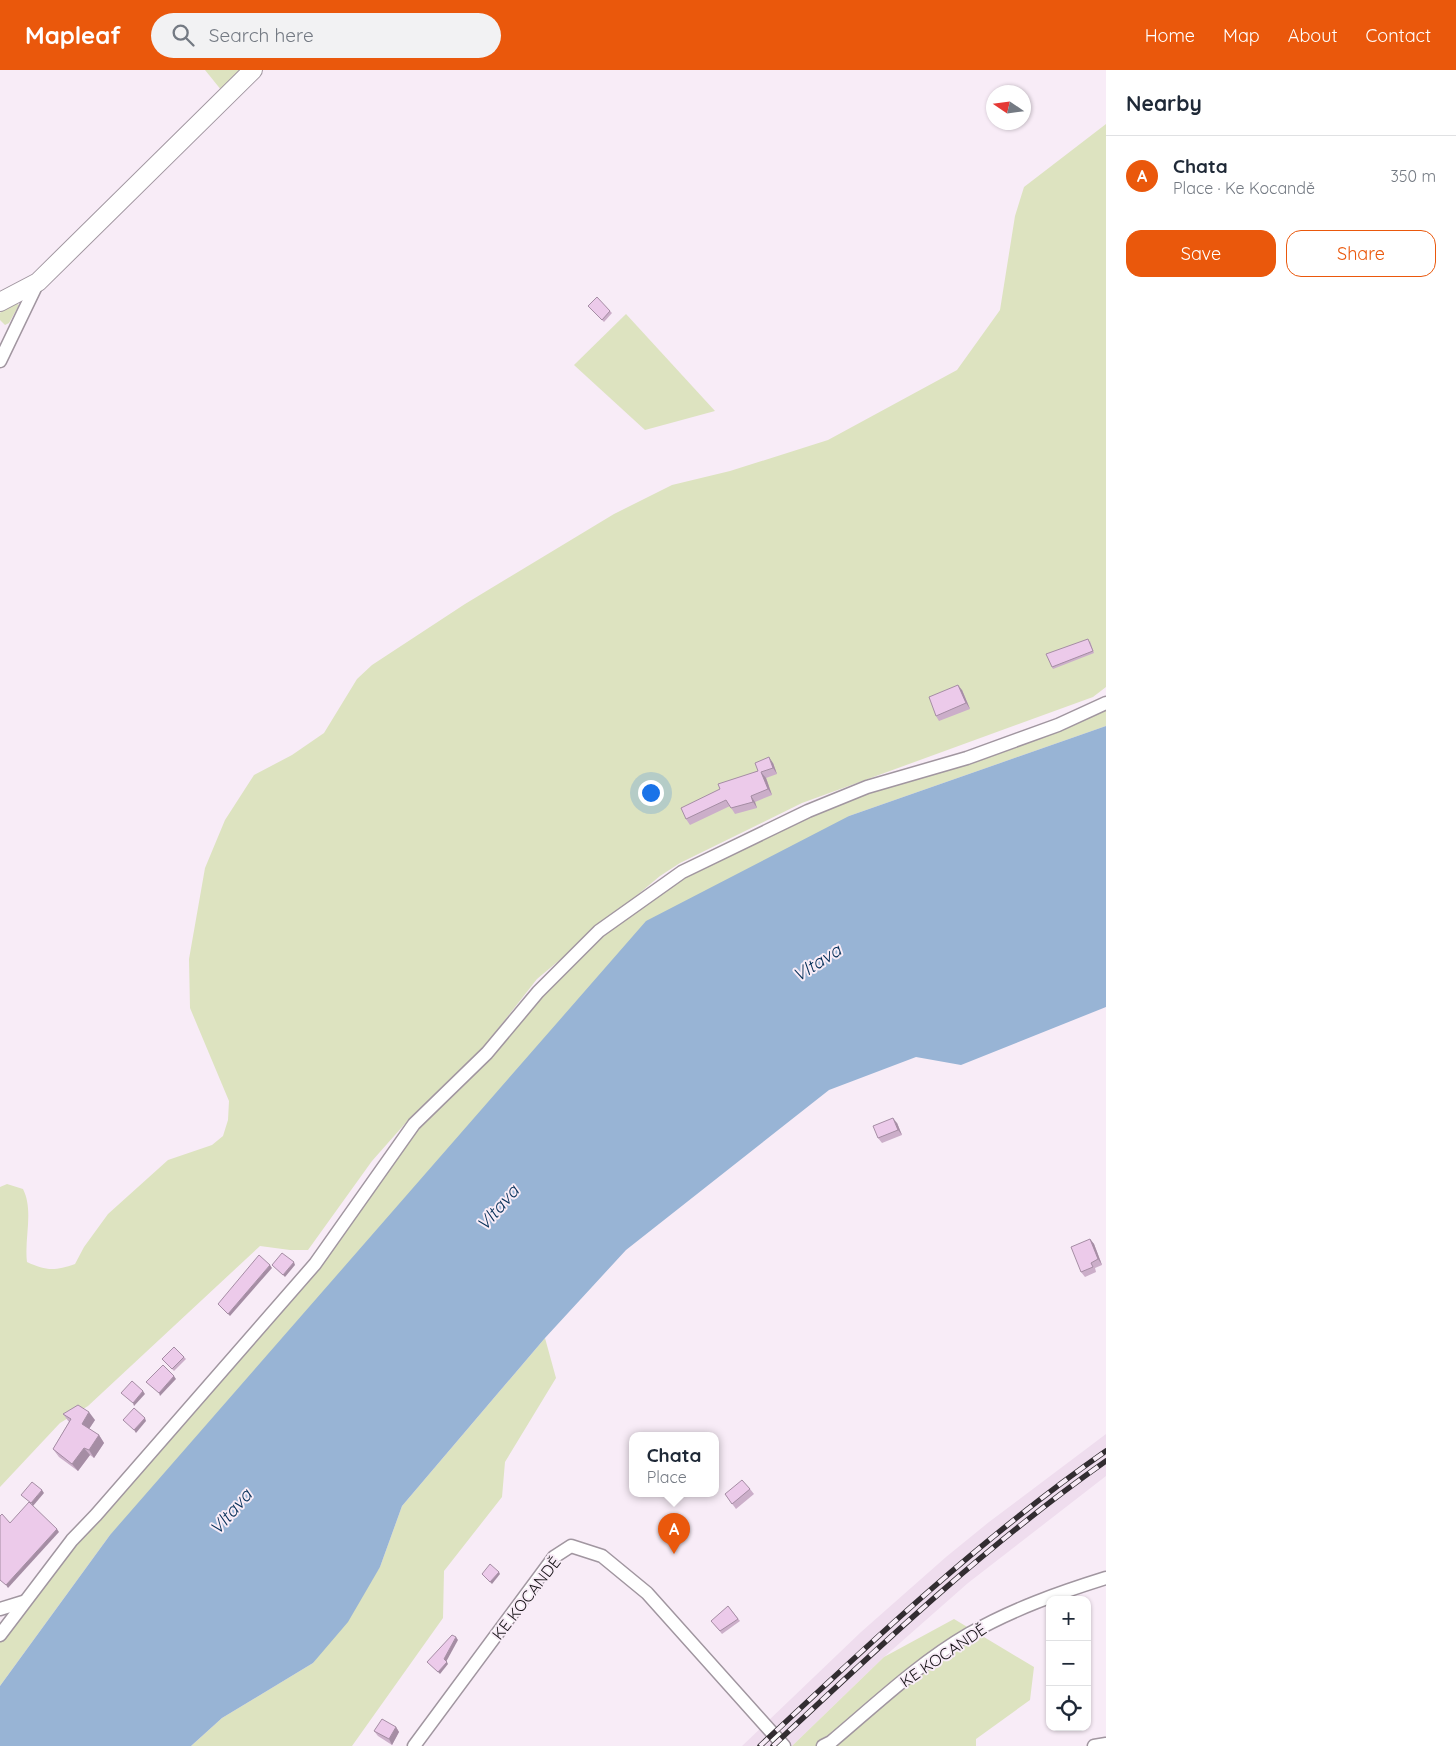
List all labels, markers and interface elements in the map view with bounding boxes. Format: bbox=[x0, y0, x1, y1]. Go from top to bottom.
search box bbox=[151, 13, 501, 58]
text: Mapleaf bbox=[25, 20, 121, 50]
icon: search bbox=[169, 21, 197, 49]
text: Search here bbox=[209, 23, 314, 47]
text: Home bbox=[1145, 24, 1195, 47]
text: Map bbox=[1223, 24, 1260, 47]
text: About bbox=[1288, 24, 1338, 47]
text: Contact bbox=[1366, 24, 1431, 47]
north arrow bbox=[986, 85, 1031, 130]
text: Nearby bbox=[1126, 90, 1202, 116]
text: Chata bbox=[1173, 154, 1228, 178]
text: A bbox=[1137, 166, 1147, 186]
text: 350 m bbox=[1390, 166, 1436, 186]
text: Place · Ke Kocandě bbox=[1173, 178, 1315, 198]
button: Save bbox=[1126, 230, 1276, 277]
button: Share bbox=[1286, 230, 1436, 277]
your location bbox=[638, 780, 664, 806]
water label: Vltava bbox=[788, 938, 846, 987]
water label: Vltava bbox=[471, 1179, 524, 1235]
popup bbox=[629, 1432, 719, 1497]
text: Chata bbox=[647, 1443, 701, 1467]
text: Place bbox=[647, 1467, 687, 1487]
water label: Vltava bbox=[204, 1483, 257, 1539]
pin: A bbox=[658, 1513, 690, 1554]
street label: KE KOCANDĚ bbox=[487, 1552, 565, 1644]
map controls bbox=[1046, 1596, 1091, 1731]
button: + bbox=[1046, 1596, 1091, 1641]
street label: KE KOCANDĚ bbox=[896, 1619, 990, 1691]
button: − bbox=[1046, 1641, 1091, 1686]
button: locate bbox=[1046, 1686, 1091, 1731]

• • • •

» **Your assignment**
Copy out all the data above exactly, minus the images.

» **Final answer**
List all labels, markers and interface elements in the map view with bounding boxes. Format: bbox=[x0, y0, x1, y1]. Go from top to bottom.
search box bbox=[151, 13, 501, 58]
text: Mapleaf bbox=[25, 20, 121, 50]
icon: search bbox=[169, 21, 197, 49]
text: Search here bbox=[209, 23, 314, 47]
text: Home bbox=[1145, 24, 1195, 47]
text: Map bbox=[1223, 24, 1260, 47]
text: About bbox=[1288, 24, 1338, 47]
text: Contact bbox=[1366, 24, 1431, 47]
north arrow bbox=[986, 85, 1031, 130]
text: Nearby bbox=[1126, 90, 1202, 116]
text: Chata bbox=[1173, 154, 1228, 178]
text: A bbox=[1137, 166, 1147, 186]
text: 350 m bbox=[1390, 166, 1436, 186]
text: Place · Ke Kocandě bbox=[1173, 178, 1315, 198]
button: Save bbox=[1126, 230, 1276, 277]
button: Share bbox=[1286, 230, 1436, 277]
your location bbox=[638, 780, 664, 806]
water label: Vltava bbox=[788, 938, 846, 987]
water label: Vltava bbox=[471, 1179, 524, 1235]
popup bbox=[629, 1432, 719, 1497]
text: Chata bbox=[647, 1443, 701, 1467]
text: Place bbox=[647, 1467, 687, 1487]
water label: Vltava bbox=[204, 1483, 257, 1539]
pin: A bbox=[658, 1513, 690, 1554]
street label: KE KOCANDĚ bbox=[487, 1552, 565, 1644]
map controls bbox=[1046, 1596, 1091, 1731]
button: + bbox=[1046, 1596, 1091, 1641]
street label: KE KOCANDĚ bbox=[896, 1619, 990, 1691]
button: − bbox=[1046, 1641, 1091, 1686]
button: locate bbox=[1046, 1686, 1091, 1731]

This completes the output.